*Exercise description*
For this exercise, copy each line of the records that contains the word "Engelandlaan".
== Segment start ==
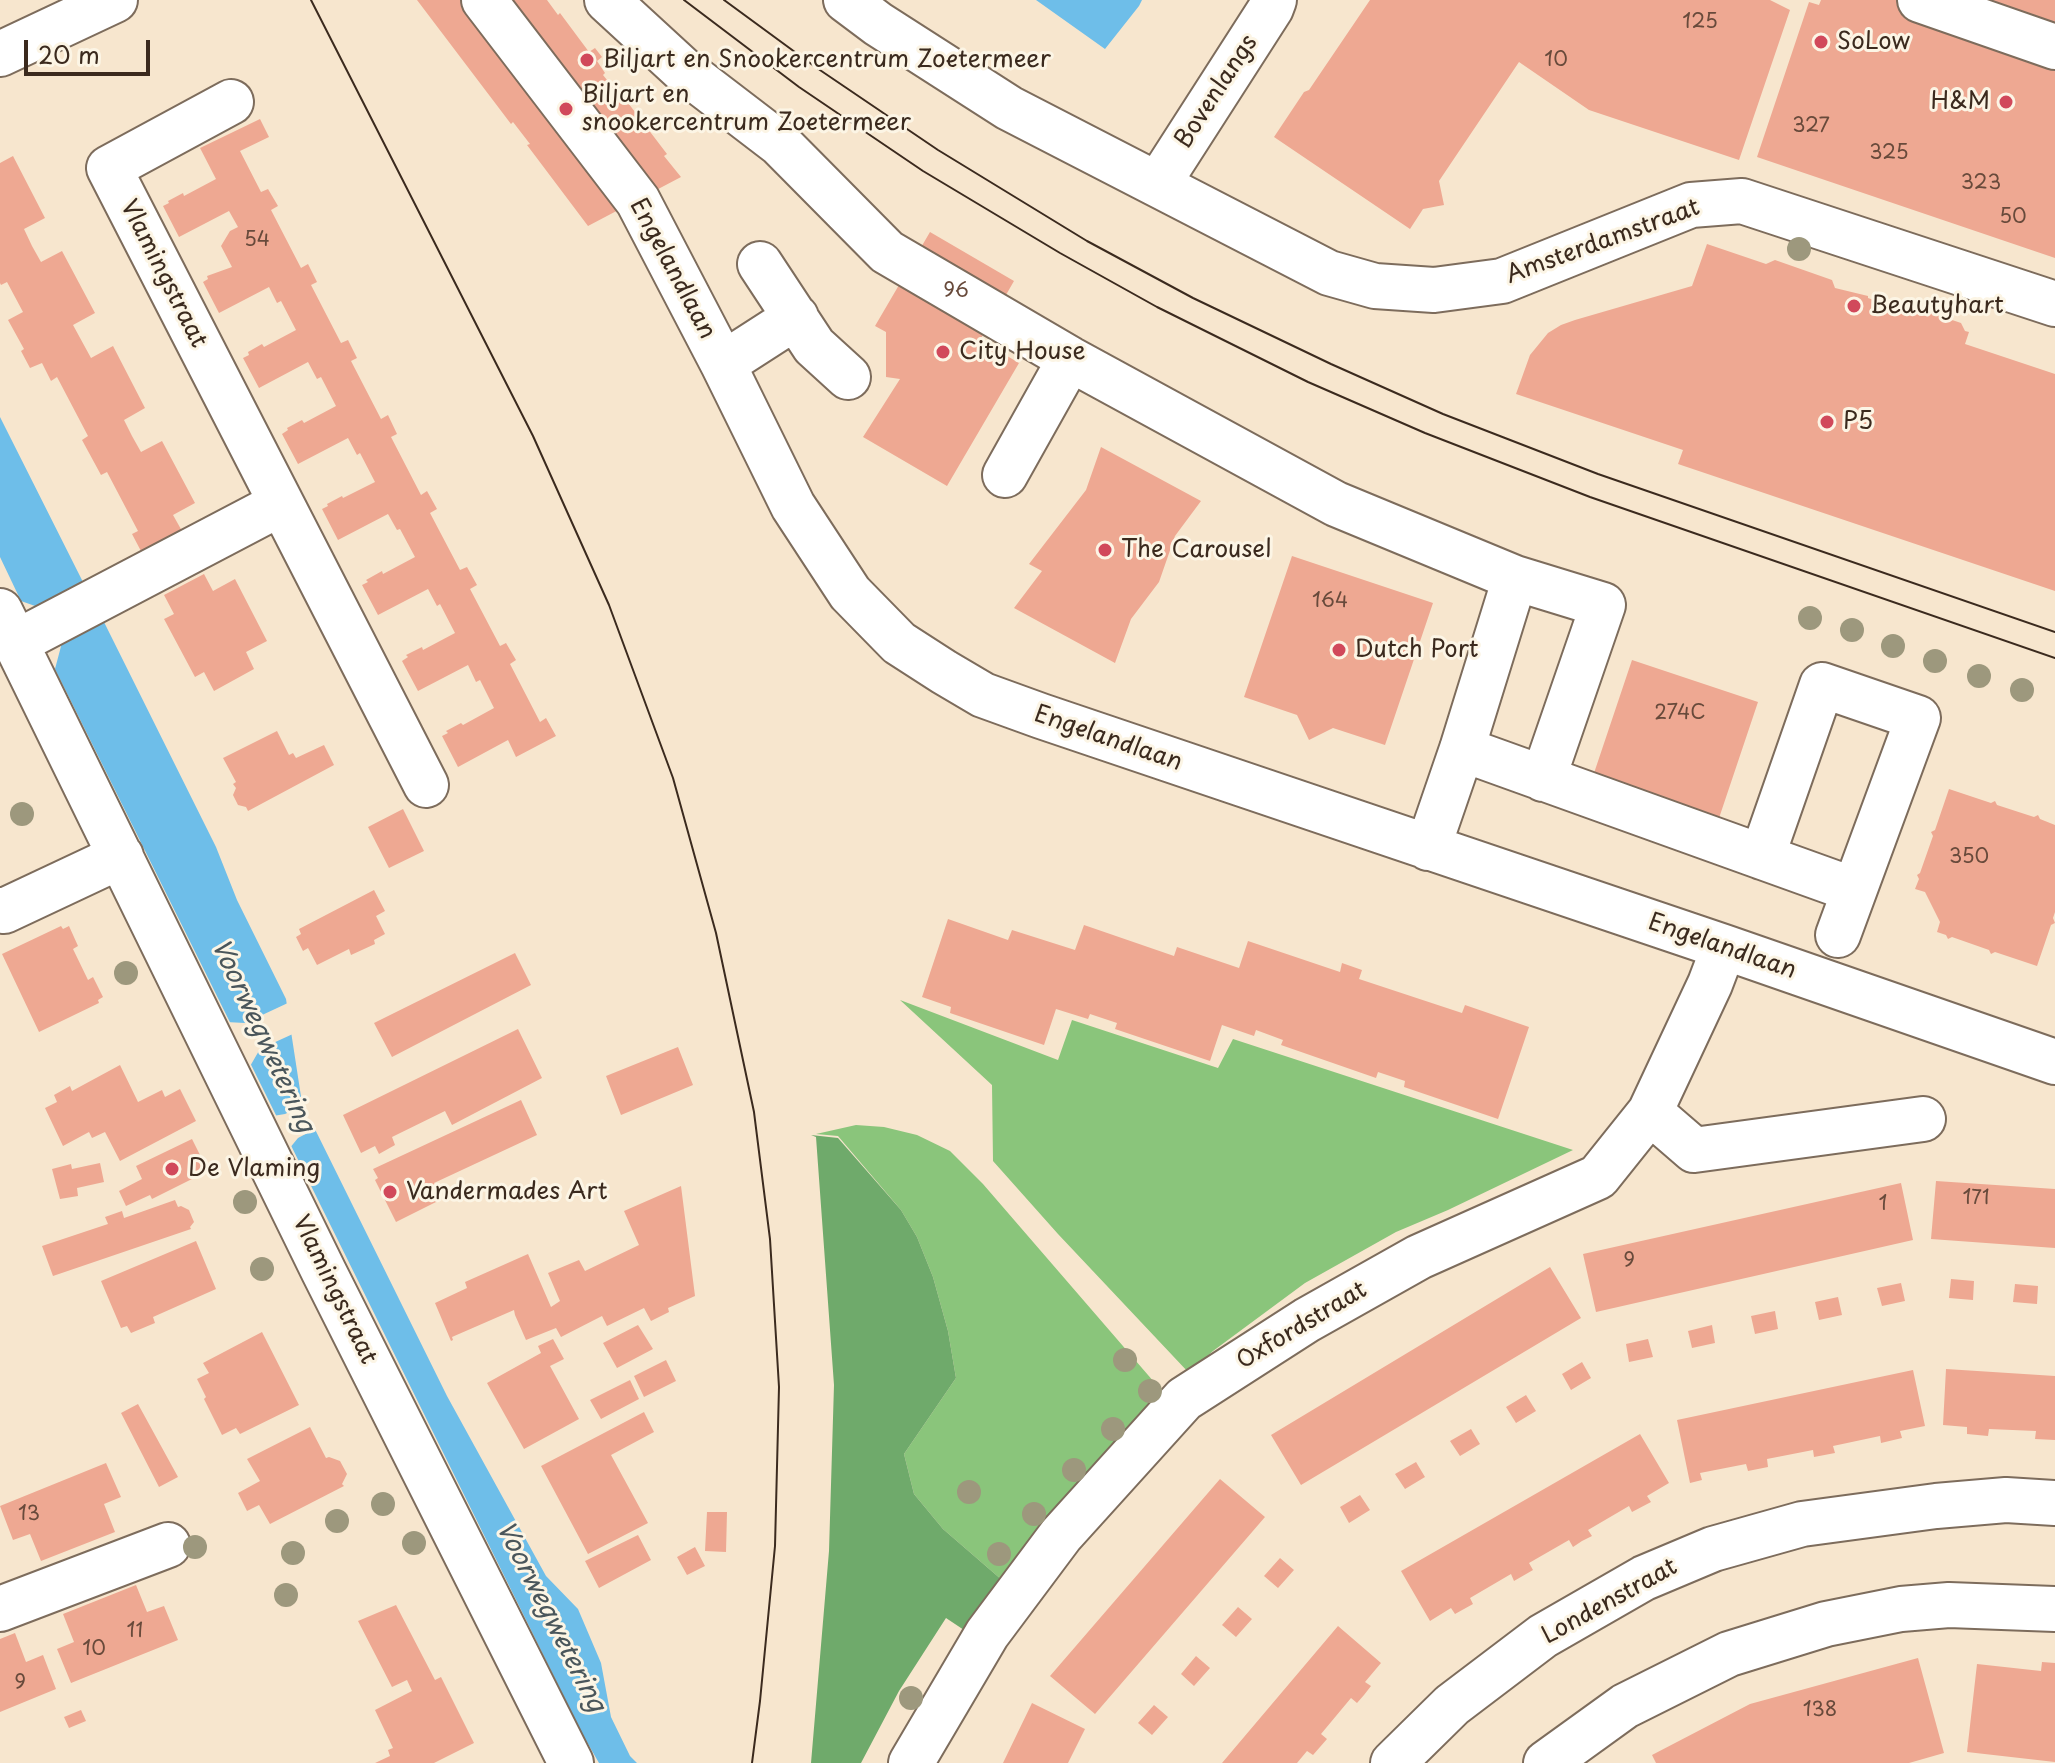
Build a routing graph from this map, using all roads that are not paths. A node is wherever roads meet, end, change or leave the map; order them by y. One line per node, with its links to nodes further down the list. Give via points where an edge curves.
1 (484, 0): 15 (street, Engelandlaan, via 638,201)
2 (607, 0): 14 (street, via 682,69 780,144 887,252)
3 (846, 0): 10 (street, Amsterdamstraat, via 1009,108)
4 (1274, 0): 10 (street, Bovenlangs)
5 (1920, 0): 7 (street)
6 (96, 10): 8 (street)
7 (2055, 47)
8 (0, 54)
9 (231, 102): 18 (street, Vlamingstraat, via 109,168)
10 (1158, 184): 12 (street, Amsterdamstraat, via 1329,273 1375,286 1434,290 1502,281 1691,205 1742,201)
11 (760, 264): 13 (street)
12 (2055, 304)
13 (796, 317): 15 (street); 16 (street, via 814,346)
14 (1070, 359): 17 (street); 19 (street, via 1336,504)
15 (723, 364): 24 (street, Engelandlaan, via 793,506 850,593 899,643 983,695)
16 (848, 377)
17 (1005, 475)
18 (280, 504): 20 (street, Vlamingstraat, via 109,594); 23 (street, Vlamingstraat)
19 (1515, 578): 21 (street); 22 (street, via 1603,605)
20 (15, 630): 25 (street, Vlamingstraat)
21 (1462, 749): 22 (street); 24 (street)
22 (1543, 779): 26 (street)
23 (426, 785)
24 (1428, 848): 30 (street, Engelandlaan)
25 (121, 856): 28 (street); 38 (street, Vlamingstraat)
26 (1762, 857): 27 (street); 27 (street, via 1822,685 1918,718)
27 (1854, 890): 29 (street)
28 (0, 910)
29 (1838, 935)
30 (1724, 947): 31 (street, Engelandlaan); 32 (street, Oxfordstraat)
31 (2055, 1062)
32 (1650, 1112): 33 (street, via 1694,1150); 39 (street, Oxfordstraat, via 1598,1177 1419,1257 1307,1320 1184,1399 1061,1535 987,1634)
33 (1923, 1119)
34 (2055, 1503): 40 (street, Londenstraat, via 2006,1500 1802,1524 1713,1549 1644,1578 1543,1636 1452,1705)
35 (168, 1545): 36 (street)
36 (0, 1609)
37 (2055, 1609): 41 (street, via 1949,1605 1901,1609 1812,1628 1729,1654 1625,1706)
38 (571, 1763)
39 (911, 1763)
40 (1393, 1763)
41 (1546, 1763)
== Segment end ==
*Written answer*
1 (484, 0): 15 (street, Engelandlaan, via 638,201)
15 (723, 364): 24 (street, Engelandlaan, via 793,506 850,593 899,643 983,695)
24 (1428, 848): 30 (street, Engelandlaan)
30 (1724, 947): 31 (street, Engelandlaan); 32 (street, Oxfordstraat)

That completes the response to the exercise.